Suppose $E$ is an eigenvalue of $H$ with associated eigenvector $\ket{\psi_E}$, meaning that $$H\ket{\psi_E} = E\ket{\psi_E}$$

$\ket{\psi_E}$ can depend on time, but the postulates require that $\ket{\psi_E}$ evolves to states $\ket{\psi_E(t)}$ that are proportional to $\ket{\psi_E}$, which means that we can assume that only the coefficient depends on time.

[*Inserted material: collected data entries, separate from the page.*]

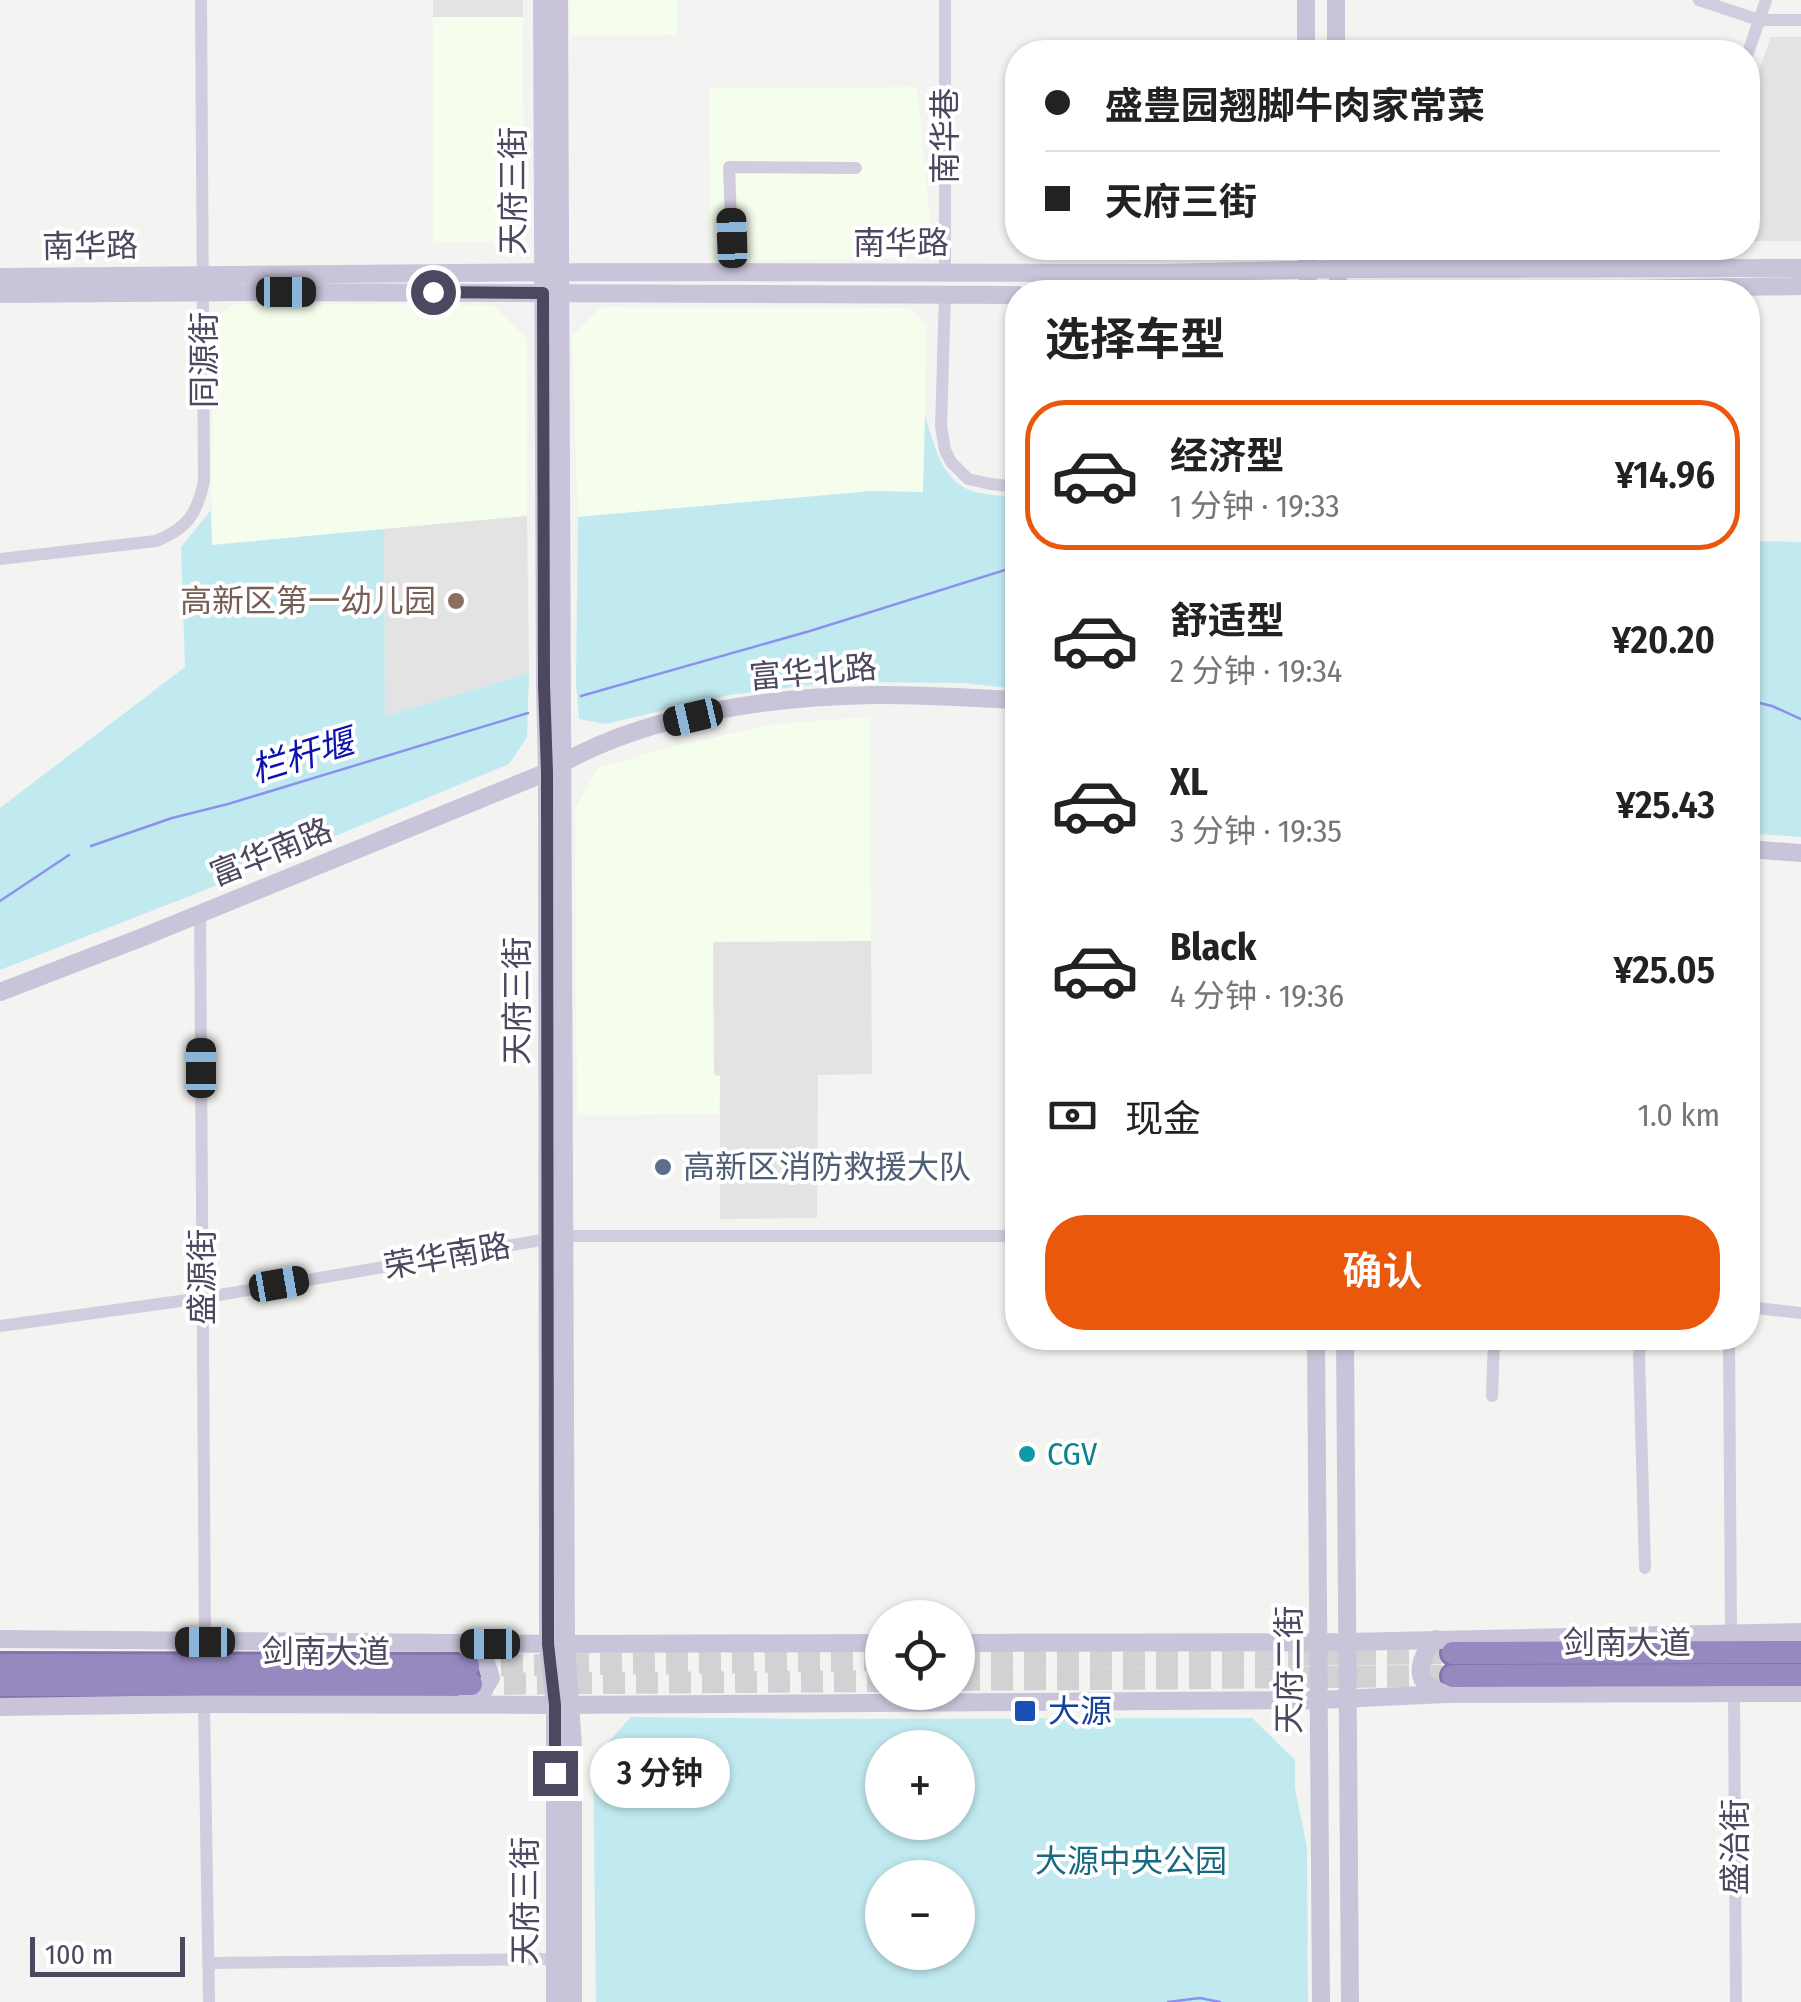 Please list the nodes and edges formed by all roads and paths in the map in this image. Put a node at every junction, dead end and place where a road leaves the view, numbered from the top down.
1 (201, 0) edge
2 (542, 0) edge
3 (558, 0) edge
4 (945, 0) edge
5 (1306, 0) edge
6 (1336, 0) edge
7 (1699, 0) edge
8 (1766, 0) edge
9 (1759, 20) junction
10 (1801, 20) edge
11 (1306, 40) edge
12 (1336, 40) edge
13 (1752, 40) edge
14 (856, 168) dead end
15 (1308, 260) edge
16 (1338, 260) edge
17 (1673, 260) edge
18 (1801, 268) edge
19 (1308, 269) junction
20 (1338, 269) junction
21 (1670, 269) junction
22 (551, 272) junction
23 (732, 272) junction
24 (945, 272) junction
25 (0, 277) edge
26 (1308, 280) edge
27 (1338, 280) edge
28 (1711, 280) edge
29 (1738, 280) edge
30 (204, 284) junction
31 (1760, 284) edge
32 (1801, 286) edge
33 (552, 293) junction
34 (0, 294) edge
35 (945, 294) junction
36 (1005, 295) edge
37 (1005, 485) edge
38 (0, 559) edge
39 (1005, 700) edge
40 (555, 767) junction
41 (1760, 850) edge
42 (1801, 853) edge
43 (200, 913) junction
44 (0, 992) edge
45 (1005, 1236) edge
46 (556, 1237) junction
47 (202, 1298) junction
48 (1760, 1308) edge
49 (1801, 1313) edge
50 (0, 1326) edge
51 (1316, 1350) edge
52 (1345, 1350) edge
53 (1494, 1350) edge
54 (1640, 1350) edge
55 (1729, 1350) edge
56 (1492, 1396) dead end
57 (1645, 1568) dead end
58 (1801, 1632) edge
59 (1732, 1634) junction
60 (0, 1639) edge
61 (205, 1642) junction
62 (1318, 1642) junction
63 (1348, 1642) junction
64 (865, 1643) edge
65 (975, 1643) edge
66 (558, 1644) junction
67 (1801, 1652) edge
68 (0, 1665) edge
69 (467, 1665) junction
70 (1447, 1666) junction
71 (1801, 1675) edge
72 (0, 1686) edge
73 (1734, 1693) junction
74 (1801, 1693) edge
75 (1348, 1697) junction
76 (1319, 1700) junction
77 (204, 1704) junction
78 (563, 1704) junction
79 (458, 1705) junction
80 (0, 1707) edge
81 (555, 1959) junction
82 (208, 1963) junction
83 (209, 2000) edge
84 (555, 2002) edge
85 (574, 2002) edge
86 (1321, 2002) edge
87 (1350, 2002) edge
88 (1736, 2002) edge

1 - 30 street, 同源街
2 - 22 main road, 天府三街
3 - 22 main road, 天府三街
4 - 24 street, 南华巷
5 - 11 main road
6 - 12 main road
7 - 9 street
8 - 9 street
9 - 10 street
9 - 13 street
14 - 23 street
15 - 19 main road
16 - 20 main road
17 - 21 street
18 - 29 main road, 南华路
19 - 20 main road, 南华路
19 - 24 main road, 南华路
19 - 26 main road
20 - 21 main road, 南华路
20 - 27 main road
21 - 28 main road, 南华路
22 - 23 main road, 南华路
22 - 30 main road, 南华路
22 - 33 main road, 天府三街
23 - 24 main road, 南华路
25 - 30 main road, 南华路
30 - 33 main road, 南华路
30 - 34 main road, 南华路
30 - 38 street, 同源街
31 - 32 main road, 南华路
33 - 35 main road, 南华路
33 - 40 main road, 天府三街
35 - 36 main road, 南华路
35 - 37 street
39 - 40 main road, 富华北路
40 - 43 main road, 富华南路
40 - 46 main road, 天府三街
41 - 42 main road
43 - 44 main road, 富华南路
43 - 47 street, 盛源街
45 - 46 street, 荣华南路
46 - 47 street, 荣华南路
46 - 66 main road, 天府三街
47 - 50 street, 荣华南路
47 - 61 street, 盛源街
48 - 49 street
51 - 62 main road, 天府二街
52 - 63 main road, 天府二街
53 - 56 street
54 - 57 street
55 - 59 street
58 - 59 main road
59 - 70 main road
60 - 61 main road
61 - 69 main road
62 - 63 main road
62 - 65 main road
62 - 76 main road, 天府二街
63 - 70 main road
63 - 75 main road, 天府二街
64 - 66 main road
66 - 69 main road
66 - 78 main road, 天府三街
67 - 70 highway, 剑南大道
68 - 69 highway, 剑南大道
69 - 72 highway, 剑南大道
69 - 79 main road
70 - 71 highway, 剑南大道
70 - 73 main road
70 - 75 main road
73 - 74 main road
73 - 88 street, 盛治街
75 - 76 main road
75 - 87 main road, 天府二街
76 - 78 main road
76 - 86 main road, 天府二街
77 - 79 main road
77 - 80 main road
77 - 82 street
78 - 79 main road
78 - 81 main road, 天府三街
78 - 85 main road, 天府三街
81 - 82 street
81 - 84 main road, 天府三街
82 - 83 street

That is, there exists a function $f_E(t)$ such that $$\ket{\psi_E(t)} = f_E(t)\ket{\psi_E}$$

But we already have shown that there exists an evolution operator, $U$ such that $$\ket{\psi_E(t)} = U(t)\ket{\psi_E}$$ so we must have $$U(t)\ket{\psi_E(t)} = f_E(t)\ket{\psi_E(t)}$$

This is equivalent to saying that $\ket{\psi_E}$ - an eigenvector of $H$ - is also an eigenvector of $U(t)$ with eigenvalue $f_E(t)$ (at time $t$). We note that, since $U(0) = \mathbf{I}$, we must have $$f_E(0) = 1$$

Taking the derivative, we get $$\frac{\partial}{\partial t} \ket{\psi_E(t)} = \frac{\mathrm{d} f_E}{\mathrm{d} t}\ket{\psi_E}$$

We can compare this to the result from Schrodinger's equation, where \begin{align*}\frac{\partial}{\partial t} \ket{\psi_E(t)}&= -\mathrm{i}\frac{H}{\hbar}\ket{\psi_E(t)}\\&= -\mathrm{i}\frac{H}{\hbar}\left(f_E(t)\ket{\psi_E}\right) & \text{ by definition}\\&= -\mathrm{i}\frac{1}{\hbar}f_E(t)\left(H\ket{\psi_E}\right)\\&= -\mathrm{i}\frac{1}{\hbar}f_E(t)\left(E\ket{\psi_E}\right)\\&= -\mathrm{i}\frac{E}{\hbar}f_E(t)\ket{\psi_E}\end{align*}

Thus, we find that $$\frac{\mathrm{d} f_E}{\mathrm{d} t} = -\mathrm{i}\frac{E}{\hbar}f_E(t)$$ which can be wriiten as a first-order linear differential equation $$\frac{\mathrm{d} f_E}{\mathrm{d} t} + \mathrm{i}\frac{E}{\hbar}f_E = 0$$ which has the general solution $$f_E(t) = f_E(0)e^{-\mathrm{i}\frac{E}{\hbar}t}$$

Since $f_E(0) = 1$, the particular solution is $$f_E(t) = e^{-\mathrm{i}\frac{E}{\hbar}t}$$

In conclusion, we have found a particular solution to Schrodinger's equation - an eigenvector of the Hamiltonian which evolves with time by being multiplied by a pure-phase, time-dependent function $$\ket{\psi_E(t)} = e^{-\mathrm{i}\frac{E}{\hbar}t}\ket{\psi_E}$$

Nb. Notice that the angular frequency associated with the phase is $\omega = \frac{E}{\hbar}$. This is a very famous equation in physics, relating energy to angular frequency. It is normally written as $$E = \hbar \omega$$ or even $$E = h \nu$$ where $2\pi\hbar = h$ and $\nu = \tfrac{\omega}{2\pi}$ is the frequency (cycles per second).

### General solution

Since the Hamiltonian $H$ is Hermitian, it will have a full set of eigenvalues, $E_n$, for $n=1,2,\cdots,N$, and associated eigenvectors $\ket{\psi_n}$.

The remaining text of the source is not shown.